Directions: Output all the records below, word for word.

[Dataset items]
-- Opening Marker --

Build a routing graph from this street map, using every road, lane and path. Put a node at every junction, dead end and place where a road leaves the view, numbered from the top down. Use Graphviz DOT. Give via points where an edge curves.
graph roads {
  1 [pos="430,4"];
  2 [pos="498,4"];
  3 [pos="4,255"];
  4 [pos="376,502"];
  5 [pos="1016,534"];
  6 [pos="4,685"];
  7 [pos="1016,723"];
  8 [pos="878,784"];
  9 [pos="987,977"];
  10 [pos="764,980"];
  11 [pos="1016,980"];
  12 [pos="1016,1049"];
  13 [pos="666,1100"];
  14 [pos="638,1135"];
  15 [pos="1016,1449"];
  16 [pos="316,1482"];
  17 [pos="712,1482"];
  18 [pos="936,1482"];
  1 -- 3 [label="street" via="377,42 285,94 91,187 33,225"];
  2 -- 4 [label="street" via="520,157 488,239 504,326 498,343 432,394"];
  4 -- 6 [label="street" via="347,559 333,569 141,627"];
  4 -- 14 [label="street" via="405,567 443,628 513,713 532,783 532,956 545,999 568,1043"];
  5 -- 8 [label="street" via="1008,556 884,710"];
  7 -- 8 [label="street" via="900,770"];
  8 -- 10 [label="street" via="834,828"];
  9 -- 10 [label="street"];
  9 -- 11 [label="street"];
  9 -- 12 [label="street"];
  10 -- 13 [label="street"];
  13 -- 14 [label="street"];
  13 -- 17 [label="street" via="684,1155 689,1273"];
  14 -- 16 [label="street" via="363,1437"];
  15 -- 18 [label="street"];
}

-- Closing Marker --

Expected answer:
Build a routing graph from this street map, using every road, lane and path. Put a node at every junction, dead end and place where a road leaves the view, numbered from the top down. Use Graphviz DOT. Give via points where an edge curves.
graph roads {
  1 [pos="430,4"];
  2 [pos="498,4"];
  3 [pos="4,255"];
  4 [pos="376,502"];
  5 [pos="1016,534"];
  6 [pos="4,685"];
  7 [pos="1016,723"];
  8 [pos="878,784"];
  9 [pos="987,977"];
  10 [pos="764,980"];
  11 [pos="1016,980"];
  12 [pos="1016,1049"];
  13 [pos="666,1100"];
  14 [pos="638,1135"];
  15 [pos="1016,1449"];
  16 [pos="316,1482"];
  17 [pos="712,1482"];
  18 [pos="936,1482"];
  1 -- 3 [label="street" via="377,42 285,94 91,187 33,225"];
  2 -- 4 [label="street" via="520,157 488,239 504,326 498,343 432,394"];
  4 -- 6 [label="street" via="347,559 333,569 141,627"];
  4 -- 14 [label="street" via="405,567 443,628 513,713 532,783 532,956 545,999 568,1043"];
  5 -- 8 [label="street" via="1008,556 884,710"];
  7 -- 8 [label="street" via="900,770"];
  8 -- 10 [label="street" via="834,828"];
  9 -- 10 [label="street"];
  9 -- 11 [label="street"];
  9 -- 12 [label="street"];
  10 -- 13 [label="street"];
  13 -- 14 [label="street"];
  13 -- 17 [label="street" via="684,1155 689,1273"];
  14 -- 16 [label="street" via="363,1437"];
  15 -- 18 [label="street"];
}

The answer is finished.